For the three patient plans, the average dwell positions displacements were greater than what is generally considered clinically acceptable (displacement > 1 mm), but this mismatch of dwell positions can be attributed to between the scans, which is outside the methodology of this approach. For a plan created solely by MR images, motion between scans would not be a factor, and this mismatch would not exist. The volumetric comparison using DSC is a common statistical tool with a long history in comparing brachytherapy treatment plans for different modalities [12-14], and the high DSC scores of the plan comparisons for the phantom (DSC > 0.95) lent further credence to the feasibility of this approach. The sub-optimal DSC scores for some volume segmentations can also be attributed to motion between scans or lack of immobilization, and would not be a concern for MR-only SABT. The comparisons of higher dose volumes (in particular, D150 and D125) are most affected by patient motion as the spatial volumes (i.e., the number of points contained in each dose cloud) are smaller than those of lower dose volumes; however, these volumes are generally not of high importance in SABT treatments.

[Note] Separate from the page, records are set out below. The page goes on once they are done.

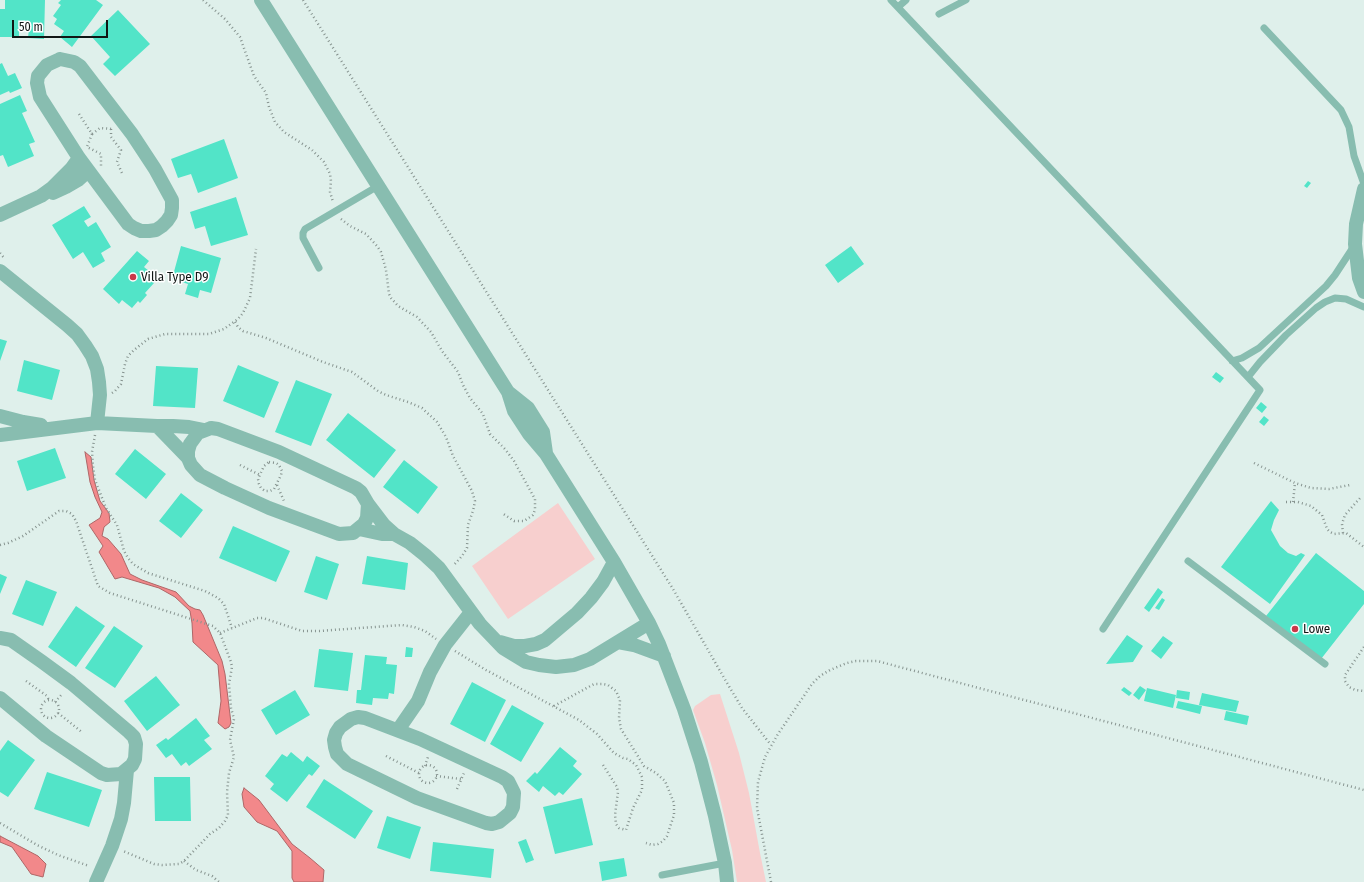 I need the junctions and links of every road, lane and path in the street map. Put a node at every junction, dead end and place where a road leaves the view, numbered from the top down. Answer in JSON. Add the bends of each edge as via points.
{"nodes":[{"id":1,"x":203,"y":0,"type":"edge"},
{"id":2,"x":261,"y":0,"type":"edge"},
{"id":3,"x":303,"y":0,"type":"edge"},
{"id":4,"x":891,"y":0,"type":"edge"},
{"id":5,"x":906,"y":0,"type":"edge"},
{"id":6,"x":966,"y":0,"type":"edge"},
{"id":7,"x":898,"y":7,"type":"junction"},
{"id":8,"x":940,"y":14,"type":"dead end"},
{"id":9,"x":1264,"y":28,"type":"dead end"},
{"id":10,"x":79,"y":114,"type":"dead end"},
{"id":11,"x":122,"y":120,"type":"junction"},
{"id":12,"x":111,"y":129,"type":"junction"},
{"id":13,"x":79,"y":158,"type":"junction"},
{"id":14,"x":88,"y":171,"type":"junction"},
{"id":15,"x":122,"y":174,"type":"dead end"},
{"id":16,"x":1364,"y":184,"type":"edge"},
{"id":17,"x":378,"y":186,"type":"junction"},
{"id":18,"x":1364,"y":189,"type":"edge"},
{"id":19,"x":40,"y":196,"type":"junction"},
{"id":20,"x":335,"y":210,"type":"junction"},
{"id":21,"x":0,"y":215,"type":"edge"},
{"id":22,"x":1355,"y":244,"type":"junction"},
{"id":23,"x":256,"y":248,"type":"dead end"},
{"id":24,"x":319,"y":268,"type":"dead end"},
{"id":25,"x":0,"y":271,"type":"edge"},
{"id":26,"x":1364,"y":292,"type":"edge"},
{"id":27,"x":1364,"y":307,"type":"edge"},
{"id":28,"x":235,"y":322,"type":"junction"},
{"id":29,"x":1232,"y":361,"type":"junction"},
{"id":30,"x":1248,"y":378,"type":"junction"},
{"id":31,"x":108,"y":395,"type":"dead end"},
{"id":32,"x":0,"y":416,"type":"edge"},
{"id":33,"x":97,"y":423,"type":"junction"},
{"id":34,"x":157,"y":426,"type":"junction"},
{"id":35,"x":62,"y":427,"type":"junction"},
{"id":36,"x":204,"y":430,"type":"junction"},
{"id":37,"x":0,"y":435,"type":"edge"},
{"id":38,"x":188,"y":458,"type":"junction"},
{"id":39,"x":1254,"y":463,"type":"dead end"},
{"id":40,"x":240,"y":465,"type":"dead end"},
{"id":41,"x":260,"y":475,"type":"junction"},
{"id":42,"x":1295,"y":483,"type":"junction"},
{"id":43,"x":1350,"y":485,"type":"dead end"},
{"id":44,"x":1361,"y":497,"type":"dead end"},
{"id":45,"x":1286,"y":502,"type":"dead end"},
{"id":46,"x":1293,"y":502,"type":"junction"},
{"id":47,"x":368,"y":504,"type":"junction"},
{"id":48,"x":502,"y":513,"type":"dead end"},
{"id":49,"x":359,"y":529,"type":"junction"},
{"id":50,"x":1343,"y":533,"type":"junction"},
{"id":51,"x":394,"y":534,"type":"junction"},
{"id":52,"x":0,"y":545,"type":"edge"},
{"id":53,"x":1364,"y":548,"type":"edge"},
{"id":54,"x":1188,"y":561,"type":"dead end"},
{"id":55,"x":614,"y":562,"type":"junction"},
{"id":56,"x":452,"y":566,"type":"dead end"},
{"id":57,"x":471,"y":612,"type":"junction"},
{"id":58,"x":649,"y":623,"type":"junction"},
{"id":59,"x":232,"y":628,"type":"junction"},
{"id":60,"x":1103,"y":629,"type":"dead end"},
{"id":61,"x":220,"y":633,"type":"junction"},
{"id":62,"x":0,"y":638,"type":"edge"},
{"id":63,"x":494,"y":639,"type":"junction"},
{"id":64,"x":618,"y":642,"type":"junction"},
{"id":65,"x":536,"y":644,"type":"junction"},
{"id":66,"x":445,"y":645,"type":"junction"},
{"id":67,"x":1364,"y":647,"type":"edge"},
{"id":68,"x":664,"y":656,"type":"junction"},
{"id":69,"x":1324,"y":664,"type":"dead end"},
{"id":70,"x":539,"y":666,"type":"junction"},
{"id":71,"x":26,"y":681,"type":"dead end"},
{"id":72,"x":1364,"y":691,"type":"edge"},
{"id":73,"x":0,"y":698,"type":"edge"},
{"id":74,"x":49,"y":700,"type":"junction"},
{"id":75,"x":418,"y":701,"type":"junction"},
{"id":76,"x":554,"y":706,"type":"junction"},
{"id":77,"x":58,"y":713,"type":"junction"},
{"id":78,"x":398,"y":730,"type":"junction"},
{"id":79,"x":83,"y":734,"type":"dead end"},
{"id":80,"x":420,"y":739,"type":"junction"},
{"id":81,"x":771,"y":745,"type":"junction"},
{"id":82,"x":386,"y":756,"type":"dead end"},
{"id":83,"x":603,"y":766,"type":"dead end"},
{"id":84,"x":127,"y":770,"type":"junction"},
{"id":85,"x":419,"y":773,"type":"junction"},
{"id":86,"x":436,"y":776,"type":"junction"},
{"id":87,"x":461,"y":779,"type":"dead end"},
{"id":88,"x":1364,"y":790,"type":"edge"},
{"id":89,"x":0,"y":823,"type":"edge"},
{"id":90,"x":646,"y":843,"type":"dead end"},
{"id":91,"x":112,"y":846,"type":"junction"},
{"id":92,"x":184,"y":861,"type":"junction"},
{"id":93,"x":725,"y":863,"type":"junction"},
{"id":94,"x":662,"y":875,"type":"dead end"},
{"id":95,"x":99,"y":876,"type":"edge"},
{"id":96,"x":219,"y":882,"type":"edge"},
{"id":97,"x":727,"y":882,"type":"edge"},
{"id":98,"x":771,"y":882,"type":"edge"}],
"edges":[{"from":1,"to":20,"type":"path","via":[[240,36],[254,76],[266,94],[275,122],[284,132],[312,150],[324,162],[330,174],[330,192]]},
{"from":2,"to":17,"type":"street"},
{"from":3,"to":81,"type":"path","via":[[674,589],[742,708]]},
{"from":4,"to":7,"type":"lane"},
{"from":5,"to":7,"type":"lane"},
{"from":6,"to":8,"type":"lane"},
{"from":7,"to":29,"type":"lane"},
{"from":9,"to":16,"type":"lane","via":[[1341,110],[1349,127],[1354,156]]},
{"from":10,"to":12,"type":"path","via":[[92,134],[100,128]]},
{"from":11,"to":12,"type":"path"},
{"from":11,"to":13,"type":"street","via":[[80,66],[60,59],[47,65],[38,76],[37,90]]},
{"from":11,"to":14,"type":"street","via":[[148,157],[172,200],[171,215],[167,221],[156,230],[141,231],[134,228],[128,224]]},
{"from":12,"to":15,"type":"path","via":[[111,137],[121,150],[117,162]]},
{"from":13,"to":14,"type":"street"},
{"from":13,"to":19,"type":"street","via":[[62,179]]},
{"from":14,"to":19,"type":"street","via":[[66,187]]},
{"from":17,"to":20,"type":"lane"},
{"from":17,"to":55,"type":"street","via":[[508,392],[514,411],[546,454]]},
{"from":18,"to":22,"type":"street","via":[[1356,224]]},
{"from":19,"to":21,"type":"street"},
{"from":20,"to":24,"type":"lane","via":[[305,229],[303,233],[303,238]]},
{"from":20,"to":48,"type":"path","via":[[342,221],[366,234],[377,246],[386,270],[391,298],[398,306],[417,317],[431,332],[458,372],[470,398],[484,414],[490,434],[514,461],[535,499],[536,510],[530,519],[514,521]]},
{"from":22,"to":26,"type":"street","via":[[1359,278]]},
{"from":22,"to":29,"type":"lane","via":[[1326,286],[1259,348]]},
{"from":23,"to":28,"type":"path","via":[[250,298],[243,313]]},
{"from":25,"to":33,"type":"street","via":[[67,325],[85,345],[94,362],[99,382]]},
{"from":27,"to":30,"type":"lane","via":[[1346,299],[1335,298],[1325,302],[1286,335]]},
{"from":28,"to":31,"type":"path","via":[[209,334],[164,334],[148,339],[128,356],[120,384]]},
{"from":28,"to":56,"type":"path","via":[[242,331],[352,372],[378,391],[422,408],[437,422],[475,501],[468,525],[467,548]]},
{"from":29,"to":30,"type":"lane"},
{"from":30,"to":60,"type":"lane","via":[[1260,390]]},
{"from":32,"to":35,"type":"street"},
{"from":33,"to":34,"type":"street"},
{"from":33,"to":35,"type":"street"},
{"from":33,"to":59,"type":"path","via":[[92,452],[95,480],[103,501],[117,525],[128,558],[148,573],[205,591],[218,598],[224,604]]},
{"from":34,"to":36,"type":"street"},
{"from":34,"to":38,"type":"street"},
{"from":35,"to":37,"type":"street"},
{"from":36,"to":38,"type":"street","via":[[198,433],[190,444]]},
{"from":36,"to":47,"type":"street","via":[[218,429],[299,461],[356,488]]},
{"from":38,"to":49,"type":"street","via":[[200,475],[269,508],[339,534],[353,533]]},
{"from":39,"to":42,"type":"path"},
{"from":40,"to":41,"type":"path"},
{"from":41,"to":41,"type":"path","via":[[258,484],[270,491],[277,485],[281,468],[276,463],[269,462]]},
{"from":42,"to":43,"type":"path","via":[[1320,489]]},
{"from":42,"to":46,"type":"path"},
{"from":44,"to":50,"type":"path","via":[[1345,515]]},
{"from":45,"to":46,"type":"path"},
{"from":46,"to":50,"type":"path","via":[[1311,506],[1322,515],[1330,532]]},
{"from":47,"to":49,"type":"street","via":[[367,518]]},
{"from":47,"to":51,"type":"street"},
{"from":49,"to":51,"type":"street"},
{"from":50,"to":53,"type":"path"},
{"from":51,"to":57,"type":"street","via":[[410,543],[439,568]]},
{"from":52,"to":61,"type":"path","via":[[23,536],[59,511],[66,511],[72,514],[76,521],[98,586],[110,593],[209,624]]},
{"from":54,"to":69,"type":"lane"},
{"from":55,"to":58,"type":"street"},
{"from":55,"to":65,"type":"street","via":[[591,598],[552,634]]},
{"from":57,"to":63,"type":"street"},
{"from":57,"to":66,"type":"street"},
{"from":58,"to":64,"type":"street"},
{"from":58,"to":68,"type":"street"},
{"from":59,"to":61,"type":"path"},
{"from":59,"to":66,"type":"path","via":[[257,618],[302,630],[319,631],[402,626],[425,631]]},
{"from":61,"to":92,"type":"path","via":[[232,667],[228,684],[234,719],[230,740],[234,757],[227,792],[228,815]]},
{"from":62,"to":84,"type":"street","via":[[11,640],[71,683],[134,737],[137,751],[132,765]]},
{"from":63,"to":65,"type":"street","via":[[514,646]]},
{"from":63,"to":70,"type":"street","via":[[514,656]]},
{"from":64,"to":68,"type":"street"},
{"from":64,"to":70,"type":"street","via":[[590,659],[574,665]]},
{"from":65,"to":70,"type":"street"},
{"from":66,"to":75,"type":"street"},
{"from":66,"to":76,"type":"path"},
{"from":67,"to":72,"type":"path","via":[[1344,675],[1349,687]]},
{"from":68,"to":93,"type":"street","via":[[701,762]]},
{"from":71,"to":74,"type":"path"},
{"from":73,"to":84,"type":"street","via":[[46,736],[101,773],[114,776]]},
{"from":74,"to":77,"type":"path","via":[[57,704]]},
{"from":74,"to":77,"type":"path","via":[[43,703],[42,713],[48,717]]},
{"from":75,"to":78,"type":"street"},
{"from":75,"to":80,"type":"street","via":[[416,714]]},
{"from":76,"to":83,"type":"path","via":[[587,726],[614,753],[632,762],[640,770],[642,790],[626,830],[616,824],[617,787]]},
{"from":76,"to":90,"type":"path","via":[[594,684],[603,684],[616,691],[620,700],[621,729],[644,766],[656,772],[665,781],[674,803],[673,821],[667,836],[658,844]]},
{"from":77,"to":79,"type":"path"},
{"from":78,"to":80,"type":"street"},
{"from":78,"to":80,"type":"street","via":[[365,718],[350,719],[336,733],[335,747],[341,760],[347,764],[432,804],[486,823],[499,822],[510,813],[514,793],[508,781]]},
{"from":81,"to":88,"type":"path","via":[[805,693],[820,676],[847,663],[866,660]]},
{"from":81,"to":98,"type":"path","via":[[761,769],[757,795]]},
{"from":82,"to":85,"type":"path"},
{"from":84,"to":91,"type":"street","via":[[124,803]]},
{"from":85,"to":86,"type":"path","via":[[421,780],[428,783]]},
{"from":85,"to":86,"type":"path","via":[[422,767],[428,765],[434,768]]},
{"from":86,"to":87,"type":"path"},
{"from":89,"to":95,"type":"path"},
{"from":91,"to":92,"type":"path","via":[[154,864],[170,865]]},
{"from":91,"to":95,"type":"street"},
{"from":92,"to":96,"type":"path"},
{"from":93,"to":94,"type":"lane"},
{"from":93,"to":97,"type":"street"}]} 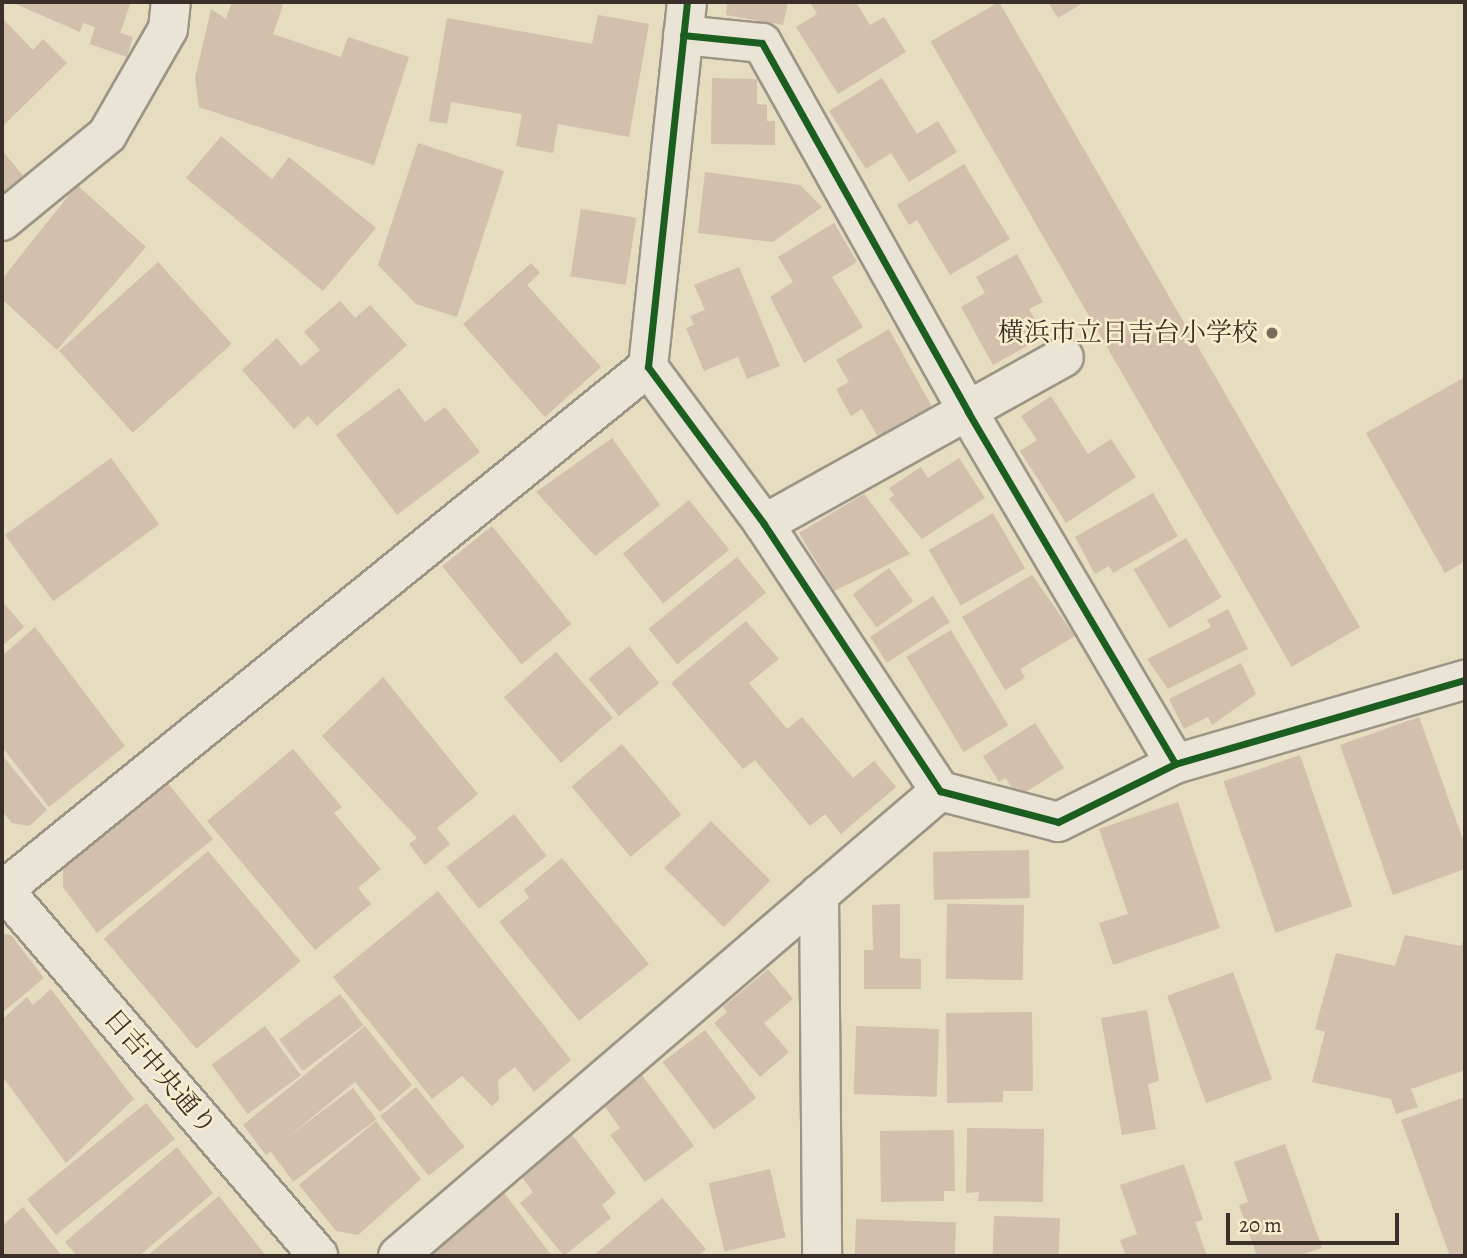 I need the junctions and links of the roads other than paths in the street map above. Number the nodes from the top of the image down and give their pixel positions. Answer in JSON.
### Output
{"nodes":[{"id":1,"x":171,"y":2,"type":"edge"},
{"id":2,"x":685,"y":18,"type":"edge"},
{"id":3,"x":2,"y":221,"type":"edge"},
{"id":4,"x":1064,"y":357,"type":"dead end"},
{"id":5,"x":648,"y":367,"type":"junction"},
{"id":6,"x":968,"y":412,"type":"junction"},
{"id":7,"x":764,"y":524,"type":"junction"},
{"id":8,"x":1465,"y":680,"type":"edge"},
{"id":9,"x":1175,"y":764,"type":"junction"},
{"id":10,"x":940,"y":791,"type":"junction"},
{"id":11,"x":2,"y":890,"type":"edge"},
{"id":12,"x":819,"y":894,"type":"junction"},
{"id":13,"x":318,"y":1256,"type":"edge"},
{"id":14,"x":398,"y":1256,"type":"edge"},
{"id":15,"x":822,"y":1256,"type":"edge"}],
"edges":[{"from":1,"to":3,"type":"street"},
{"from":2,"to":5,"type":"street"},
{"from":2,"to":6,"type":"street"},
{"from":4,"to":6,"type":"street"},
{"from":5,"to":7,"type":"street"},
{"from":5,"to":11,"type":"street"},
{"from":6,"to":7,"type":"street"},
{"from":6,"to":9,"type":"street"},
{"from":7,"to":10,"type":"street"},
{"from":8,"to":9,"type":"street"},
{"from":9,"to":10,"type":"street"},
{"from":10,"to":12,"type":"street"},
{"from":11,"to":13,"type":"street","name":"日吉中央通り"},
{"from":12,"to":14,"type":"street"},
{"from":12,"to":15,"type":"street"}]}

Limitations of this study include its small sample size and retrospective nature, which make the study prone to selection bias. Before MR-based SABT can be clinically implemented, a future study registering the modified PETRA sequence to a scan that visualizes treatment site would be required to achieve the goals described above. Additionally, despite the creation of a clinically acceptable treatment plan, there were some regions (particularly those at the edge of FOV) that were difficult to visualize due to insufficient contrast, which resulted in the relatively large mismatch of some dwell positions or geometric distortion. Greater fidelity in future studies can be ensured by placing markers visible in both MR and CT images. Ensuring that all potential dwell positions could be visualized before exporting the images to TPS will help mitigate this mismatch, and further improve the accuracy of treatment plan.

Conclusions

The use of MR-only treatment planning for SABT can potentially improve treatment outcomes using accurate target delineation and individualized treatment optimization. Specifically, additional soft tissue contrast afforded by MR can allow a clinician to delineate the target better than a treatment plan based only on CT. The present investigation demonstrated that the optimized PETRA sequence produces plans comparable with CT-based plans to sub-millimeter accuracy. Furthermore, the dose point comparisons and dose distributions of the MR-based plans were comparable with the CT-based plans (DD < 5% and DSC > 0.95, respectively). This study demonstrates the potential to perform MR-based SABT in a clinical setting.

Ethical statement

This work was conducted under an IRB-approved protocol at the Dana-Farber/Brigham and Women’s Hospital (Protocol No.: 19-089; Title: Retrospective study of Radiation Therapy Treatment Plans).

This research was conducted in accordance with the ethical standards respecting all current institutional and international standards, including the Declaration of Helsinki.

Funding statement

This work was partially funded by Taiclet Technology Awards 2020, Harvard Medical School, Boston, MA, USA.

Disclosure

The authors report no conflict of interest.